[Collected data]
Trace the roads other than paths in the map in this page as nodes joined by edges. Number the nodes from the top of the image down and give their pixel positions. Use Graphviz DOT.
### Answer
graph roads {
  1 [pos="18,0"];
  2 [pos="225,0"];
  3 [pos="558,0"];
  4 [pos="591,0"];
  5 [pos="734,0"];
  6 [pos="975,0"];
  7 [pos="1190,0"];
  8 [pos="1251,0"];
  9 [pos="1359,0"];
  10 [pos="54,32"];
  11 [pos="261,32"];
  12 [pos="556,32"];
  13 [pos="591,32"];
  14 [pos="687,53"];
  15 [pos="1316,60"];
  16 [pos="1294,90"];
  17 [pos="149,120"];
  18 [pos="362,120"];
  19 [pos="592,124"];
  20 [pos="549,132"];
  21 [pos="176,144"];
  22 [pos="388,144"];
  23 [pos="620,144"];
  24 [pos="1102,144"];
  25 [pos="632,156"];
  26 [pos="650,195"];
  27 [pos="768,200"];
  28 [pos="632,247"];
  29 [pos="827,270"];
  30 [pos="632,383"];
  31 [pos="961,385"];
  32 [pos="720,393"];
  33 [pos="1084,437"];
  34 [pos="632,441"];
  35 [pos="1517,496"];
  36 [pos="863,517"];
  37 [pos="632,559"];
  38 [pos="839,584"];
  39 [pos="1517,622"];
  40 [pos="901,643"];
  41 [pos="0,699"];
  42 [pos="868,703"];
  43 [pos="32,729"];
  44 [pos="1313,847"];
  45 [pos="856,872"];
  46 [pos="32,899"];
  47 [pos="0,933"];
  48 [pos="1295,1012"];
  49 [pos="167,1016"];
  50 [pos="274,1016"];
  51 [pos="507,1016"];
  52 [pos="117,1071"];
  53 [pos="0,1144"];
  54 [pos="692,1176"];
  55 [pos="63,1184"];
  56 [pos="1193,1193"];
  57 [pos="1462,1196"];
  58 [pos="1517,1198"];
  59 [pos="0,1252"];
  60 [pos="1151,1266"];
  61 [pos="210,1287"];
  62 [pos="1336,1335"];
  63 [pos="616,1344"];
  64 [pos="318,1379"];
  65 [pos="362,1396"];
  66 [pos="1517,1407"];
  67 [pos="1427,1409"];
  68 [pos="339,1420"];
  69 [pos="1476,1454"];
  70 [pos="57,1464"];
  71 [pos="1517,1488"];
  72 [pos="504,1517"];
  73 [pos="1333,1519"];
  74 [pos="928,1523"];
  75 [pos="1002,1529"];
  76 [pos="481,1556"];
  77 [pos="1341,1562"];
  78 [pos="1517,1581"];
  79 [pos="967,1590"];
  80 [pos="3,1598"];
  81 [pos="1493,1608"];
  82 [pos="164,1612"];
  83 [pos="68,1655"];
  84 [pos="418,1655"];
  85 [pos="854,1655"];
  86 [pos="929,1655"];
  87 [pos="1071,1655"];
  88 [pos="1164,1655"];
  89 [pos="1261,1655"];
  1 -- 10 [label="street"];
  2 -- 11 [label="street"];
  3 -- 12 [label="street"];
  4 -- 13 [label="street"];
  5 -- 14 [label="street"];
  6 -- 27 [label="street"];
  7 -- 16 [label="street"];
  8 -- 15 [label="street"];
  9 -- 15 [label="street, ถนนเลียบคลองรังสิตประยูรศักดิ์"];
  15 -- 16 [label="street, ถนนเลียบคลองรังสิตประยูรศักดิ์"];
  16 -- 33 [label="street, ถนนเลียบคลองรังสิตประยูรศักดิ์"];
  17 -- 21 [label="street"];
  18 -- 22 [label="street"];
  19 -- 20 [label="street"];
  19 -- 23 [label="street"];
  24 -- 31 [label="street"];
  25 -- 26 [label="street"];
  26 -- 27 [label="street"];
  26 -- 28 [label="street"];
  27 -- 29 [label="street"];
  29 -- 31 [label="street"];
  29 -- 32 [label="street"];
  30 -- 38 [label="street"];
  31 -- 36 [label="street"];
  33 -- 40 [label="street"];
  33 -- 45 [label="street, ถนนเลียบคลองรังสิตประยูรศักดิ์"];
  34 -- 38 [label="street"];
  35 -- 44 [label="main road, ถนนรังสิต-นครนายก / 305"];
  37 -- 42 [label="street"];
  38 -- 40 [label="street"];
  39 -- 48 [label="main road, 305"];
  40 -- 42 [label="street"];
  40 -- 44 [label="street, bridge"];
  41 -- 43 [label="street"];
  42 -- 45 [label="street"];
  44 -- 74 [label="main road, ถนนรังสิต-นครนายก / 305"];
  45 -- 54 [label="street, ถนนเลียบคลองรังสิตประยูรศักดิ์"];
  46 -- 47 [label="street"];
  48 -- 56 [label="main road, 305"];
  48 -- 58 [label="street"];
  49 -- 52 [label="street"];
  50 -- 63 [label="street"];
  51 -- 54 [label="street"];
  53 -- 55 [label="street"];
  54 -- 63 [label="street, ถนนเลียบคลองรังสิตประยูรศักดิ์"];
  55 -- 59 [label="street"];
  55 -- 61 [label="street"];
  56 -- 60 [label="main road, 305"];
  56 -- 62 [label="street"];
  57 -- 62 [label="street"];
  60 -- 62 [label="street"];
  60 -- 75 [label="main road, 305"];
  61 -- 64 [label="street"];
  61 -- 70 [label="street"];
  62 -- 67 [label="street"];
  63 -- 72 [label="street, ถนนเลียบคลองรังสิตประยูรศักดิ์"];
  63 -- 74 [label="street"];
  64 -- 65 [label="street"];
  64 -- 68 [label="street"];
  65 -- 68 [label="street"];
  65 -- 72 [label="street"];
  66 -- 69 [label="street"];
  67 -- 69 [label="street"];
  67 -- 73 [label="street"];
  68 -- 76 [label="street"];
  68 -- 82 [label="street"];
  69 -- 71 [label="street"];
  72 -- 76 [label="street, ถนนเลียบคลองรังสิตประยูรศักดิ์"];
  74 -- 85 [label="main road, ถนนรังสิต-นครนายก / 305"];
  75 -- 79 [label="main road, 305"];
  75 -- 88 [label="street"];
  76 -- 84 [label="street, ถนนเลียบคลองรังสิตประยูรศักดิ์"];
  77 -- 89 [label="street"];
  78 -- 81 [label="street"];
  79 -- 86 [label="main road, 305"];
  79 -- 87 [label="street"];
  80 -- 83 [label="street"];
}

● Problem to solve: The records above are to be set down again exactly as written.

● Completed task:
Trace the roads other than paths in the map in this page as nodes joined by edges. Number the nodes from the top of the image down and give their pixel positions. Use Graphviz DOT.
### Answer
graph roads {
  1 [pos="18,0"];
  2 [pos="225,0"];
  3 [pos="558,0"];
  4 [pos="591,0"];
  5 [pos="734,0"];
  6 [pos="975,0"];
  7 [pos="1190,0"];
  8 [pos="1251,0"];
  9 [pos="1359,0"];
  10 [pos="54,32"];
  11 [pos="261,32"];
  12 [pos="556,32"];
  13 [pos="591,32"];
  14 [pos="687,53"];
  15 [pos="1316,60"];
  16 [pos="1294,90"];
  17 [pos="149,120"];
  18 [pos="362,120"];
  19 [pos="592,124"];
  20 [pos="549,132"];
  21 [pos="176,144"];
  22 [pos="388,144"];
  23 [pos="620,144"];
  24 [pos="1102,144"];
  25 [pos="632,156"];
  26 [pos="650,195"];
  27 [pos="768,200"];
  28 [pos="632,247"];
  29 [pos="827,270"];
  30 [pos="632,383"];
  31 [pos="961,385"];
  32 [pos="720,393"];
  33 [pos="1084,437"];
  34 [pos="632,441"];
  35 [pos="1517,496"];
  36 [pos="863,517"];
  37 [pos="632,559"];
  38 [pos="839,584"];
  39 [pos="1517,622"];
  40 [pos="901,643"];
  41 [pos="0,699"];
  42 [pos="868,703"];
  43 [pos="32,729"];
  44 [pos="1313,847"];
  45 [pos="856,872"];
  46 [pos="32,899"];
  47 [pos="0,933"];
  48 [pos="1295,1012"];
  49 [pos="167,1016"];
  50 [pos="274,1016"];
  51 [pos="507,1016"];
  52 [pos="117,1071"];
  53 [pos="0,1144"];
  54 [pos="692,1176"];
  55 [pos="63,1184"];
  56 [pos="1193,1193"];
  57 [pos="1462,1196"];
  58 [pos="1517,1198"];
  59 [pos="0,1252"];
  60 [pos="1151,1266"];
  61 [pos="210,1287"];
  62 [pos="1336,1335"];
  63 [pos="616,1344"];
  64 [pos="318,1379"];
  65 [pos="362,1396"];
  66 [pos="1517,1407"];
  67 [pos="1427,1409"];
  68 [pos="339,1420"];
  69 [pos="1476,1454"];
  70 [pos="57,1464"];
  71 [pos="1517,1488"];
  72 [pos="504,1517"];
  73 [pos="1333,1519"];
  74 [pos="928,1523"];
  75 [pos="1002,1529"];
  76 [pos="481,1556"];
  77 [pos="1341,1562"];
  78 [pos="1517,1581"];
  79 [pos="967,1590"];
  80 [pos="3,1598"];
  81 [pos="1493,1608"];
  82 [pos="164,1612"];
  83 [pos="68,1655"];
  84 [pos="418,1655"];
  85 [pos="854,1655"];
  86 [pos="929,1655"];
  87 [pos="1071,1655"];
  88 [pos="1164,1655"];
  89 [pos="1261,1655"];
  1 -- 10 [label="street"];
  2 -- 11 [label="street"];
  3 -- 12 [label="street"];
  4 -- 13 [label="street"];
  5 -- 14 [label="street"];
  6 -- 27 [label="street"];
  7 -- 16 [label="street"];
  8 -- 15 [label="street"];
  9 -- 15 [label="street, ถนนเลียบคลองรังสิตประยูรศักดิ์"];
  15 -- 16 [label="street, ถนนเลียบคลองรังสิตประยูรศักดิ์"];
  16 -- 33 [label="street, ถนนเลียบคลองรังสิตประยูรศักดิ์"];
  17 -- 21 [label="street"];
  18 -- 22 [label="street"];
  19 -- 20 [label="street"];
  19 -- 23 [label="street"];
  24 -- 31 [label="street"];
  25 -- 26 [label="street"];
  26 -- 27 [label="street"];
  26 -- 28 [label="street"];
  27 -- 29 [label="street"];
  29 -- 31 [label="street"];
  29 -- 32 [label="street"];
  30 -- 38 [label="street"];
  31 -- 36 [label="street"];
  33 -- 40 [label="street"];
  33 -- 45 [label="street, ถนนเลียบคลองรังสิตประยูรศักดิ์"];
  34 -- 38 [label="street"];
  35 -- 44 [label="main road, ถนนรังสิต-นครนายก / 305"];
  37 -- 42 [label="street"];
  38 -- 40 [label="street"];
  39 -- 48 [label="main road, 305"];
  40 -- 42 [label="street"];
  40 -- 44 [label="street, bridge"];
  41 -- 43 [label="street"];
  42 -- 45 [label="street"];
  44 -- 74 [label="main road, ถนนรังสิต-นครนายก / 305"];
  45 -- 54 [label="street, ถนนเลียบคลองรังสิตประยูรศักดิ์"];
  46 -- 47 [label="street"];
  48 -- 56 [label="main road, 305"];
  48 -- 58 [label="street"];
  49 -- 52 [label="street"];
  50 -- 63 [label="street"];
  51 -- 54 [label="street"];
  53 -- 55 [label="street"];
  54 -- 63 [label="street, ถนนเลียบคลองรังสิตประยูรศักดิ์"];
  55 -- 59 [label="street"];
  55 -- 61 [label="street"];
  56 -- 60 [label="main road, 305"];
  56 -- 62 [label="street"];
  57 -- 62 [label="street"];
  60 -- 62 [label="street"];
  60 -- 75 [label="main road, 305"];
  61 -- 64 [label="street"];
  61 -- 70 [label="street"];
  62 -- 67 [label="street"];
  63 -- 72 [label="street, ถนนเลียบคลองรังสิตประยูรศักดิ์"];
  63 -- 74 [label="street"];
  64 -- 65 [label="street"];
  64 -- 68 [label="street"];
  65 -- 68 [label="street"];
  65 -- 72 [label="street"];
  66 -- 69 [label="street"];
  67 -- 69 [label="street"];
  67 -- 73 [label="street"];
  68 -- 76 [label="street"];
  68 -- 82 [label="street"];
  69 -- 71 [label="street"];
  72 -- 76 [label="street, ถนนเลียบคลองรังสิตประยูรศักดิ์"];
  74 -- 85 [label="main road, ถนนรังสิต-นครนายก / 305"];
  75 -- 79 [label="main road, 305"];
  75 -- 88 [label="street"];
  76 -- 84 [label="street, ถนนเลียบคลองรังสิตประยูรศักดิ์"];
  77 -- 89 [label="street"];
  78 -- 81 [label="street"];
  79 -- 86 [label="main road, 305"];
  79 -- 87 [label="street"];
  80 -- 83 [label="street"];
}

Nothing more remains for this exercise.